**PROBLEM DETAILS**
Once a line is found to contain "position", copy it out of the listing.

=== Begin Enclosure ===

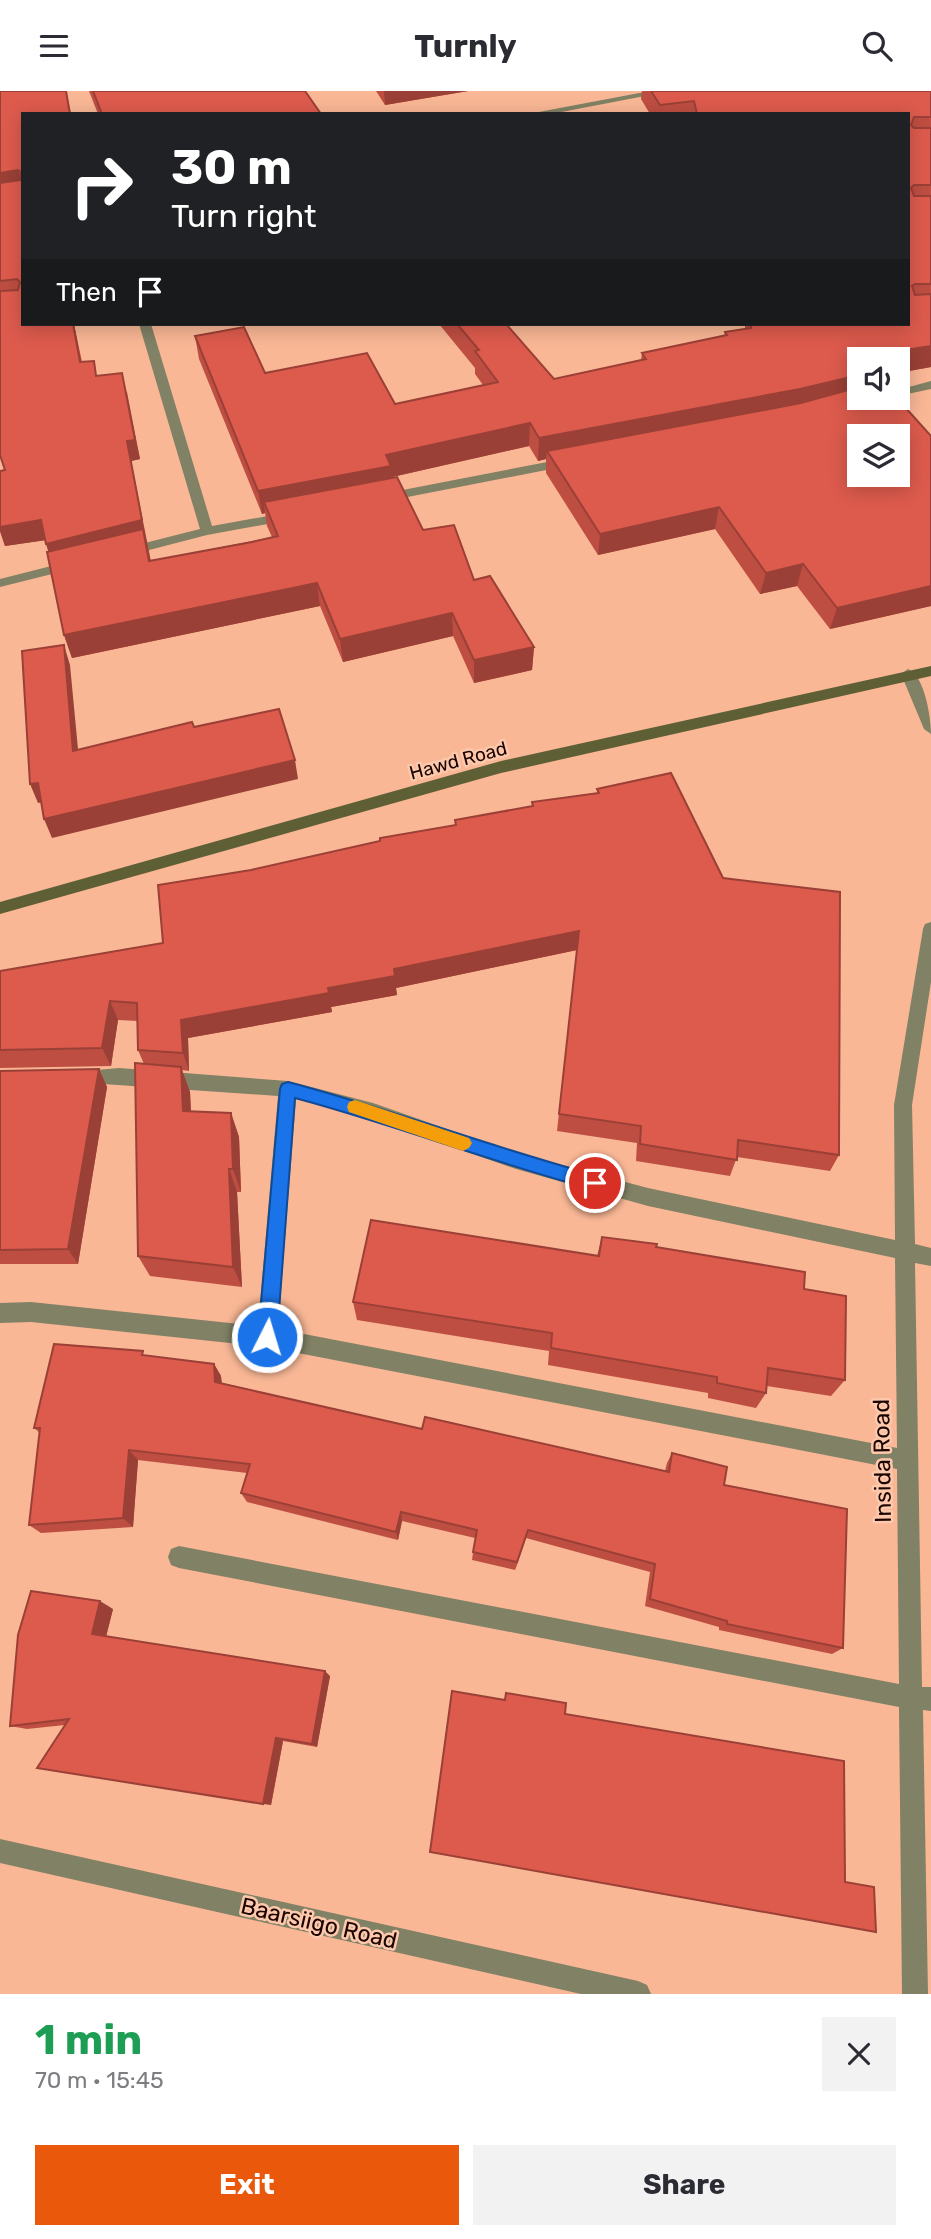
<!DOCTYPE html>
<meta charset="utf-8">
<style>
:root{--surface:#fff;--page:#f2f2f3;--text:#2b2b33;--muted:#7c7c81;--accent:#ea580c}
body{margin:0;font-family:Rubik,sans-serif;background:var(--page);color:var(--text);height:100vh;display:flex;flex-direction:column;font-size:26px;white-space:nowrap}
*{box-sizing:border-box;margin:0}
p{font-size:23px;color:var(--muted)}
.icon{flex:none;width:38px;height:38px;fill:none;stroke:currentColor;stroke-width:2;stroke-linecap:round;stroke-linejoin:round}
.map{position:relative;height:1903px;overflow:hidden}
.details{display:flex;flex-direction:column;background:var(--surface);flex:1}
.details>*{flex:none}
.hud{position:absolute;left:21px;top:21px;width:889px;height:214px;border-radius:0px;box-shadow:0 4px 18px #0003;background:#202124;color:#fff;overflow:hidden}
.buttons{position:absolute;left:847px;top:256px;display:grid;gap:14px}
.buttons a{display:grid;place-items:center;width:63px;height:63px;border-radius:0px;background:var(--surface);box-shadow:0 4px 18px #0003;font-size:35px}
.pin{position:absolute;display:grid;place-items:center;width:60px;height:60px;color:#fff;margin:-30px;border:4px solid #fff;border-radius:50%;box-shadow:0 2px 7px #0007}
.me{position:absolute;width:77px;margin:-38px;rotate:5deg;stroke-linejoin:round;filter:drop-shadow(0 0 5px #0008)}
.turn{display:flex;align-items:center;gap:24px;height:147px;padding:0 35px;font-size:32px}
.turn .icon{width:91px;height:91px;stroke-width:2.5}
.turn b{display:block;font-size:49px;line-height:60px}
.then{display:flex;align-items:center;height:66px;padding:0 35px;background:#0003;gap:14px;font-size:26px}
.round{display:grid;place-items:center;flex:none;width:74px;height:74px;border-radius:0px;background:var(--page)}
.summary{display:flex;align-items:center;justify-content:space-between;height:119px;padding:0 35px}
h1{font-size:42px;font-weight:700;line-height:52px;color:#1e9e55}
.action{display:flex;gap:14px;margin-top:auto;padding:14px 35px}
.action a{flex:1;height:80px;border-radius:0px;background:var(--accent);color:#fff;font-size:28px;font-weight:700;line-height:80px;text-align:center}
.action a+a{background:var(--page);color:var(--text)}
header{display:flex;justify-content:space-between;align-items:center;height:91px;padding:0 35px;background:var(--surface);font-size:32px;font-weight:700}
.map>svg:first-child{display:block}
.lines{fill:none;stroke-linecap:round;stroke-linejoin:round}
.minor{fill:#808165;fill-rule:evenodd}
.tertiary{fill:#808165;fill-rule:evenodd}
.secondary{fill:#5f5f35;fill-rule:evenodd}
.wall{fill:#be4e42}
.shaded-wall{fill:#9b4036}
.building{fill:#dd5b4d;stroke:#9b4036;stroke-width:2;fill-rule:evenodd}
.route{fill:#1a73e8;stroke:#114b97;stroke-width:2}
.slow{fill:#f59e0b}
.labels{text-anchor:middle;stroke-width:5;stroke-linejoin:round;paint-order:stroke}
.street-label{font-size:19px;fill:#1b0500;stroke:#fec8ac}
.near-street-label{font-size:23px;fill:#1b0500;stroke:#fec8ac}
</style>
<header><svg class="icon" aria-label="menu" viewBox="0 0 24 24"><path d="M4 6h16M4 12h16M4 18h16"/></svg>Turnly<svg class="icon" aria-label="search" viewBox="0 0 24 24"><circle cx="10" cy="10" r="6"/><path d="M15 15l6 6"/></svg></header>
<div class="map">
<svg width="931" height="1903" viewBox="0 0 931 1903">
<rect width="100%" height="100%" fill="#f9b795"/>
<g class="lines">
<path class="minor" d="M139,233H151L212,435L290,421L295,422V428L207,444L126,465L121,464V458L200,438Z
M931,290V298L898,305V299Z
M568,367L574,371L572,374L382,411L376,407L382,403Z
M71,470L76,471V477L0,496V488Z
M908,578C925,585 931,627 931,643L924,638L901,583Z
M931,831V891L912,1014L915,1153L931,1157V1175L915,1172L922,1596H931V1620L923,1619L928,1903H902L899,1616L179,1477L171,1474L168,1466L171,1458L179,1455L899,1593L897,1378L267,1256L31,1231L0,1232V1212L31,1211L258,1235L278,1005L74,991L71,986L74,981L119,977L288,990L373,1012L516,1062L648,1097L895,1149L894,1014L923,838L925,833ZM296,1008L373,1028L516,1078L648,1115L895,1167L897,1357L278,1238Z"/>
<path class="tertiary" d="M650,0H671L551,23H528Z
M0,1748L638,1890L647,1894L651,1903H581L0,1772Z"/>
<path class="secondary" d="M931,575V585L501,682L0,823V811L501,670Z"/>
</g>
<path class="wall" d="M0,0H66L71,23H23V233H74L82,271L98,285L127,301L140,368L131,370L151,470L272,446L267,435L265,422L262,423L199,268L195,245L265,282L395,313L483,294L475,283V277L439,233H506L554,288L641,269L642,262L724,245L725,241L745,238V233H908V23H650L641,8L642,0H931V276L898,282V268H859V306L931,345V515L830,538L797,495L760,503L715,438L598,464L546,382V368L538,370L529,355L392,386L423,439L474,489L534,556L532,579L474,592L453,545L343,571L320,515L72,567L64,544L49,461L45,449L5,455L0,440V380L5,379L0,294Z
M89,0H305L321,23H98Z
M376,0H468L385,14Z
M597,698L839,1064L830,1080L737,1066L730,1085L636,1070L637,1052L557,1040L577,859L396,897L397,904L331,916L332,921L188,947L189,980L182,979L190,1001L191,1021L231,1022L239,1046L241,1101H237L242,1196L150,1185L138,1165L144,973L138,959V930L118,929L111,975L0,977V880L163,852L251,779L455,734V729L532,715V711L597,702Z
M99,978L107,996L78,1173H0V980Z
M602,1146L656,1156L804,1198L845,1289L831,1305L767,1295L766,1302L756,1317L708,1307V1302L548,1274L549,1260L357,1229L353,1211L597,1165Z
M146,1265L214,1273L221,1285L222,1292L422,1338L665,1380L667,1372L672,1362L724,1394L843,1557L832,1563L719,1539V1536L645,1515L650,1481L526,1447L515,1479L472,1469L475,1447L402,1430L398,1449L247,1411L241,1402L247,1382L138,1369L133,1436L41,1442L29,1434L40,1342L34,1337Z
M113,1518L106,1545L330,1585L317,1656L283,1650L271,1714L65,1634L27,1638L10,1635Z"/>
<path class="shaded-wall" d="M384,0H468L385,14Z
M18,79L23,97L0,102V82Z
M73,233H74L85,291L80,271Z
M931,255V276L898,282V268H860L861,266Z
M859,271V305L547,360L546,368L538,370L539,347Z
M122,282L140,368L131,370L155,494L149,470L52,472L46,453L127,350Z
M530,332L529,355L392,386L393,398L264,411L265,422L262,423L258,400L386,364Z
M719,416L715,438L598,464L600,443Z
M41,429L47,449L5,455L0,440V436Z
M803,473L797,495L760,503L766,482Z
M317,492L320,515L72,567L64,544Z
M931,495V515L830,538L837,517Z
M452,522L453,545L343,571L340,548Z
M64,554L70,574L80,679L73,660Z
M534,556L532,579L474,592V569Z
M295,669L298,688L52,747L44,728Z
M38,692L46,711L38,712L30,693Z
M579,840L577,859L396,897L397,904L331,916L332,921L188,947L189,980L183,962L181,929L328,897L394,878Z
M110,910L118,929L111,975L102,957Z
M181,976L190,1001L192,1045L183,1020Z
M99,978L107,996L78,1173L68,1158Z
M231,1022L239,1046L241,1101L233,1078Z
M229,1078L237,1101L242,1196L233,1176Z
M214,1273L221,1285L222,1303L215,1291Z
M129,1359L138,1369L133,1436L123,1427Z
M401,1421L402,1430L398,1449L396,1441Z
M528,1439L526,1447L515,1479L517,1471Z
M100,1510L113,1518L105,1550L92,1543Z
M325,1580L330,1585L317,1656L312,1653Z
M276,1647L283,1650L271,1714L263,1713Z"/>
<path class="building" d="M0,0H66L70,23H23V233H73L80,271L94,270L96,285L122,282L135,349L127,350L142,429L46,453L41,429L0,436V380L5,379L0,364V200L18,199L20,191L17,188L0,190V92L20,89L21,81L18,79L0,82Z
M93,0H305L321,23H102Z
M651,0H931V26H914L911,34L914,37H931V94H914L911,97L914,105H931V193H915L912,195L915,204L931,203V255L861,266L862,268H859V284L800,298L539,347L530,332L386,364L391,375L258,400L195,245L244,236L265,282L367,262L395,313L498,291L475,260L479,259L457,233H506L554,288L646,268L642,262L727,244L725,241L751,237V233H908V23H697L694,10L660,14Z
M859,296V306H896L931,345V495L837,517L803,473L766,482L719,416L600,443L547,360L801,312ZM859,345H898V383H859Z
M397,386L423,439L454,434L474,489L490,485L534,556L474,569L452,522L340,548L317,492L64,544L47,461L143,438L149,470L252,451L278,445L264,411Z
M64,554L73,660L192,631L194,636L279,618L295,669L44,728L38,692L30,693L22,560Z
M671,682L723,787L840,801L839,1064L738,1049L737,1069L640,1053L641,1035L559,1023L579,840L394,878L395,885L328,897L329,902L181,929L183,962L138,959L137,912L110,910L102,957L0,959V880L163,852L158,794L251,779L380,750V747L456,734L455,729L533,715L532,711L599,702L597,698Z
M135,972L181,976L183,1020L231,1022L233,1078H229L233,1176L138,1165Z
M99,978L68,1158L0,1159V980Z
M371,1129L599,1165L602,1146L657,1153L656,1156L805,1181L804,1198L846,1205L845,1289L768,1277L766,1302L717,1292V1286L551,1257L552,1242L353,1211Z
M54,1253L143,1260L142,1264L214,1273L215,1291L422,1338L425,1326L669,1381L672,1362L727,1376L724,1394L847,1418L843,1557L727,1533V1530L650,1508L655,1473L528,1439L517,1471L473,1461L477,1439L401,1421L396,1441L241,1402L250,1373L129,1359L123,1427L29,1434L40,1337H34Z
M31,1500L100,1510L92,1543L325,1580L312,1653L276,1647L263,1713L37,1677L69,1628L10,1635L18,1544Z
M452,1600L505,1609L506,1602L566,1612L565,1623L844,1670L845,1791L874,1796L876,1841L430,1761Z"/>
<path class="route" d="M288,991C391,1018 491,1056 595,1084L601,1086L604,1092L601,1097L595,1099C494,1072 396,1034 295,1007L277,1246L274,1252L267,1255L261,1252L258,1246L280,998L282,993Z"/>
<path class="slow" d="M355,1009L469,1047L472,1052L469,1057L463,1060L349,1021L347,1016L349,1011Z"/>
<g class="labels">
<g class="street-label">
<text transform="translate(458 669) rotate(-15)" y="7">Hawd Road</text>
</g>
<g class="near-street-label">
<text transform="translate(882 1370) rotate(-91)" y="8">Insida Road</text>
<text transform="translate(319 1832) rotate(13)" y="8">Baarsiigo Road</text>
</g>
</g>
</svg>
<div class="buttons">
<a><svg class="icon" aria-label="sound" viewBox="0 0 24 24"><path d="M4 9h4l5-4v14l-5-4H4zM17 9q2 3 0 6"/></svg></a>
<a><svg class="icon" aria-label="layers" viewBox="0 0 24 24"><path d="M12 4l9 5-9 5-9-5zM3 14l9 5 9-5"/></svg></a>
</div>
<div class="pin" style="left:595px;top:1092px;background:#d93025"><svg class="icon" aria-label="arrive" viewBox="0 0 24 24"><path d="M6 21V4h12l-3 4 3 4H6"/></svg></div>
<svg class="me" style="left:267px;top:1246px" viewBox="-20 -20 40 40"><circle r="17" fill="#1a73e8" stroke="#fff" stroke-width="3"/><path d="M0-11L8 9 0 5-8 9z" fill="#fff"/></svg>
<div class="hud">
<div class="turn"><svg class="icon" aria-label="right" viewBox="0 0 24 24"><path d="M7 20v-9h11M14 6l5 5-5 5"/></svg><div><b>30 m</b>Turn right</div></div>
<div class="then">Then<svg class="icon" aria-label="arrive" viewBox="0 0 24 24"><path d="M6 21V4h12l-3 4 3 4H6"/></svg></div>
</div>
</div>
<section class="details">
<div class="summary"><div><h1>1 min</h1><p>70 m · 15:45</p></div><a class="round"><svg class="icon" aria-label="close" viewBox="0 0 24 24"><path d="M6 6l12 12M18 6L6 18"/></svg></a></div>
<div class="action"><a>Exit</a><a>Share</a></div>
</section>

=== End Enclosure ===

**PROBLEM SOLUTION**
.map{position:relative;height:1903px;overflow:hidden}
.hud{position:absolute;left:21px;top:21px;width:889px;height:214px;border-radius:0px;box-shadow:0 4px 18px #0003;background:#202124;color:#fff;overflow:hidden}
.buttons{position:absolute;left:847px;top:256px;display:grid;gap:14px}
.pin{position:absolute;display:grid;place-items:center;width:60px;height:60px;color:#fff;margin:-30px;border:4px solid #fff;border-radius:50%;box-shadow:0 2px 7px #0007}
.me{position:absolute;width:77px;margin:-38px;rotate:5deg;stroke-linejoin:round;filter:drop-shadow(0 0 5px #0008)}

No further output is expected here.